Pierce, The Uniform Division of Income for State Tax Purposes, 35 Taxes 747, 781, (1957); see Keesling and Warren, California's Uniform Division of Income for Tax Purposes Act, 15 U.C.L.A. L. Rev. 156, 171 (1967).
[4, 5] In order to properly review the board's action, this court needs findings of basic facts. New Hampshire Dep't of Rev. Adm'n v. Public Empl. Lab. Rel. Bd., 117 N.H. 976, 380 A.2d 1085 (1977); Foote v. State Personnel Comm'n, 116 N.H. 145, 148, 355 A.2d 412, 414 (1976). The board's opinion does not state any findings of basic fact to support a conclusion that the statutory standard of unfair apportionment has been met. See Society for Protection of N.H. Forests v. Site Evaluation Comm., 115 N.H. 163, 174, 337 A.2d 778, 787 (1975). Accordingly, in the absence of such findings, we are unable to uphold the board's decision. It is also unclear from the board's opinion whether the burden of proof was placed on the proper party, i.e., the commissioner in this case. We must therefore remand the matter to the board of taxation for findings which set forth in sufficient detail the facts upon which it concluded that the statutory formula did not fairly reflect the extent of St. Johnsbury's business activities in this State.

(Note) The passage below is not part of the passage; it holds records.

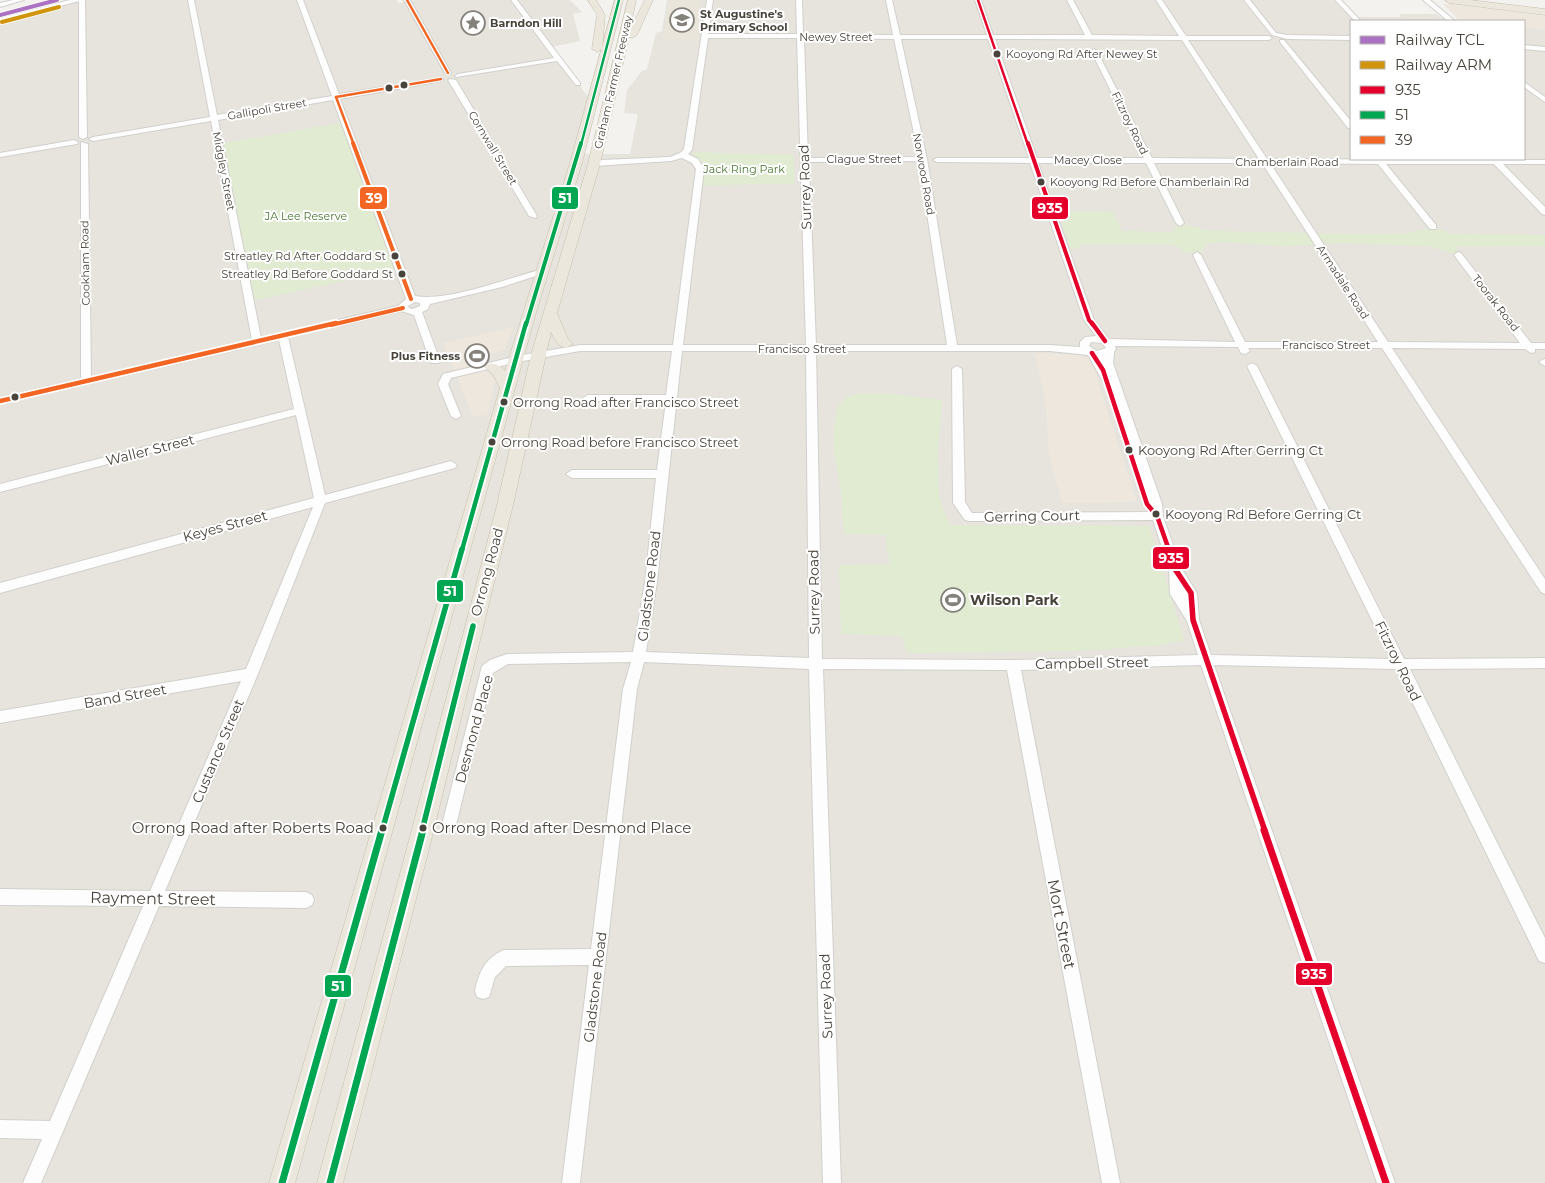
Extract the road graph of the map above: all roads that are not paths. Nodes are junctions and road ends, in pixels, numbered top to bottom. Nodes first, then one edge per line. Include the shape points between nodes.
1 (21, 0) edge
2 (77, 0) edge
3 (82, 0) edge
4 (191, 0) edge
5 (300, 0) edge
6 (407, 0) edge
7 (514, 0) edge
8 (592, 0) edge
9 (619, 0) edge
10 (632, 0) edge
11 (648, 0) edge
12 (710, 0) edge
13 (799, 0) edge
14 (889, 0) edge
15 (978, 0) edge
16 (1070, 0) edge
17 (1159, 0) edge
18 (1247, 0) edge
19 (1338, 0) edge
20 (1426, 0) edge
21 (1450, 0) edge
22 (1484, 0) edge
23 (1434, 3) edge
24 (0, 5) edge
25 (1545, 8) edge
26 (1545, 12) edge
27 (0, 20) edge
28 (1357, 20) edge
29 (1451, 20) edge
30 (704, 36) junction
31 (991, 36) junction
32 (1088, 36) junction
33 (1272, 36) junction
34 (800, 37) junction
35 (895, 37) junction
36 (1182, 37) junction
37 (1350, 38) edge
38 (1284, 39) junction
39 (1525, 47) edge
40 (1545, 50) edge
41 (1094, 51) dead end
42 (558, 59) junction
43 (616, 75) junction
44 (453, 76) junction
45 (597, 82) junction
46 (578, 84) dead end
47 (1525, 85) edge
48 (336, 97) junction
49 (1545, 100) edge
50 (214, 118) junction
51 (1350, 125) edge
52 (84, 140) junction
53 (0, 155) edge
54 (683, 155) junction
55 (923, 159) junction
56 (804, 160) junction
57 (937, 160) dead end
58 (1034, 160) junction
59 (1149, 160) junction
60 (1380, 160) edge
61 (1494, 160) edge
62 (1266, 162) junction
63 (1545, 162) edge
64 (598, 163) junction
65 (1545, 212) edge
66 (533, 216) dead end
67 (1180, 223) dead end
68 (1433, 227) dead end
69 (1197, 255) dead end
70 (1458, 255) dead end
71 (543, 272) junction
72 (499, 286) junction
73 (535, 292) junction
74 (412, 299) junction
75 (426, 302) junction
76 (403, 308) junction
77 (417, 311) junction
78 (550, 313) junction
79 (1089, 320) junction
80 (283, 335) junction
81 (258, 341) junction
82 (566, 344) junction
83 (679, 345) junction
84 (811, 346) junction
85 (1088, 346) junction
86 (1545, 346) edge
87 (953, 347) junction
88 (1108, 347) junction
89 (1244, 348) junction
90 (1386, 348) junction
91 (1531, 349) junction
92 (540, 351) junction
93 (518, 355) junction
94 (1545, 359) edge
95 (435, 361) dead end
96 (1252, 366) dead end
97 (485, 367) junction
98 (957, 369) dead end
99 (86, 381) junction
100 (508, 388) junction
101 (588, 398) dead end
102 (671, 398) junction
103 (0, 401) edge
104 (299, 411) junction
105 (456, 416) dead end
106 (450, 464) dead end
107 (572, 474) dead end
108 (662, 474) junction
109 (0, 488) edge
110 (320, 500) junction
111 (1157, 516) junction
112 (0, 588) edge
113 (1545, 589) edge
114 (640, 657) junction
115 (1206, 660) junction
116 (1545, 663) edge
117 (815, 664) junction
118 (1399, 664) junction
119 (1013, 665) junction
120 (251, 674) junction
121 (0, 717) edge
122 (450, 821) dead end
123 (0, 897) edge
124 (155, 899) junction
125 (306, 900) dead end
126 (1545, 955) edge
127 (598, 957) junction
128 (483, 991) dead end
129 (0, 1129) edge
130 (55, 1130) junction
131 (32, 1183) edge
132 (282, 1183) edge
133 (330, 1183) edge
134 (572, 1183) edge
135 (832, 1183) edge
136 (1110, 1183) edge
137 (1386, 1183) edge

1 - 24 street
2 - 27 street
3 - 52 street, Cookham Road
4 - 50 street, Midgley Street
5 - 48 street
6 - 44 street, Cornwall Street
7 - 42 street
8 - 45 highway via 601,15
9 - 45 highway, Graham Farmer Freeway
10 - 43 highway, Graham Farmer Freeway
11 - 43 highway
12 - 30 street
13 - 34 street, Surrey Road
14 - 35 street, Norwood Road
15 - 31 street
16 - 32 street
17 - 36 street, Armadale Road
18 - 33 street
19 - 28 street
20 - 23 street
21 - 26 highway
22 - 25 highway
23 - 29 street
30 - 34 street, Newey Street
30 - 54 street via 688,150
31 - 32 street, Newey Street
31 - 35 street, Newey Street
31 - 58 street
32 - 36 street, Newey Street
33 - 36 street, Newey Street
33 - 38 street, Newey Street
34 - 35 street, Newey Street
34 - 56 street, Surrey Road
35 - 55 street, Norwood Road
36 - 62 street, Armadale Road
37 - 38 street
38 - 51 street
39 - 40 street
41 - 59 street, Fitzroy Road
42 - 44 street
42 - 46 street
43 - 64 highway, Graham Farmer Freeway
44 - 48 street, Gallipoli Street
44 - 66 street, Cornwall Street
45 - 71 highway, Graham Farmer Freeway
47 - 49 street
48 - 50 street, Gallipoli Street
48 - 74 street
50 - 52 street, Gallipoli Street
50 - 81 street, Midgley Street
52 - 53 street via 76,144
52 - 99 street, Cookham Road
54 - 64 street via 670,159
54 - 83 street, Gladstone Road via 695,161 700,169
55 - 56 street, Clague Street
55 - 87 street, Norwood Road
56 - 84 street, Surrey Road
57 - 58 street, Macey Close
58 - 59 street, Macey Close
58 - 79 street
59 - 62 street, Chamberlain Road
59 - 67 street, Fitzroy Road
60 - 61 street, Chamberlain Road
60 - 62 street, Chamberlain Road
60 - 68 street
61 - 63 street, Chamberlain Road
61 - 65 street
62 - 90 street, Armadale Road
64 - 78 highway, Orrong Road
69 - 89 street
70 - 91 street, Toorak Road
71 - 72 street
71 - 73 highway
72 - 73 street via 527,285
72 - 75 street
73 - 93 highway
74 - 75 street
74 - 76 street
75 - 77 street via 425,307
76 - 77 street via 409,312
76 - 80 street
77 - 95 street
78 - 82 highway
78 - 92 highway, Orrong Road
79 - 85 street
79 - 88 street
80 - 81 street
80 - 104 street
81 - 99 street
82 - 83 street, Francisco Street
82 - 92 street, Francisco Street
83 - 84 street, Francisco Street
83 - 92 street, Francisco Street
83 - 102 street, Gladstone Road
84 - 87 street, Francisco Street
84 - 117 street, Surrey Road
85 - 87 street, Francisco Street
85 - 88 street via 1101,354
85 - 88 street via 1096,338
85 - 111 street via 1103,370 1147,504
86 - 91 street, Francisco Street
88 - 89 street, Francisco Street
88 - 111 street via 1108,363 1154,496
89 - 90 street, Francisco Street
90 - 91 street, Francisco Street
90 - 113 street, Armadale Road
91 - 94 street, Francisco Street
92 - 93 street, Francisco Street
92 - 133 highway, Orrong Road via 505,506
93 - 97 street, Francisco Street
93 - 100 highway
96 - 118 street, Fitzroy Road
97 - 100 highway via 498,371
97 - 105 street, Francisco Street via 451,375 443,381
98 - 111 street, Gerring Court via 959,503 969,517
99 - 103 street
100 - 132 highway
101 - 102 street
102 - 108 street, Gladstone Road
104 - 109 street, Waller Street
104 - 110 street
106 - 110 street, Keyes Street
107 - 108 street
108 - 114 street, Gladstone Road
110 - 112 street, Keyes Street
110 - 120 street, Custance Street
111 - 115 street via 1175,569 1176,594 1193,620
114 - 117 street, Campbell Street
114 - 122 street, Desmond Place via 507,659 487,670
114 - 127 street, Gladstone Road via 630,689
115 - 118 street, Campbell Street
115 - 119 street, Campbell Street
115 - 137 street
116 - 118 street, Campbell Street
117 - 119 street, Campbell Street
117 - 135 street, Surrey Road
118 - 126 street, Fitzroy Road
119 - 136 street, Mort Street
120 - 121 street, Band Street
120 - 124 street, Custance Street
123 - 124 street, Rayment Street
124 - 125 street, Rayment Street
124 - 130 street, Custance Street
127 - 128 street via 504,958 488,971
127 - 134 street, Gladstone Road
129 - 130 street
130 - 131 street, Custance Street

Finally, we note that the State claims that the board was forced to use an alternative formula because St. Johnsbury never supplied sufficient information for the cost of performance under RSA 77-A:3 III to be calculated in accordance with the statutory formula. We emphasize again that the relief clause is to be used only if the statutory test is met, and not for the convenience of the commissioner. Appropriate remedies exist if a taxpayer refuses to supply the necessary information for the statutory calculations. See RSA 77-A:11, :12. Neither St. Johnsbury nor the State claim that the cost of performance cannot be calculated. It would be a different matter if this were so.
Due to the manner in which we dispose of this case, it is unnecessary to consider St. Johnsbury's claim that the modified formula used by the commissioner violated the United States Constitution.
Order vacated; remanded.
LAMPRON, J., did not sit; the others concurred.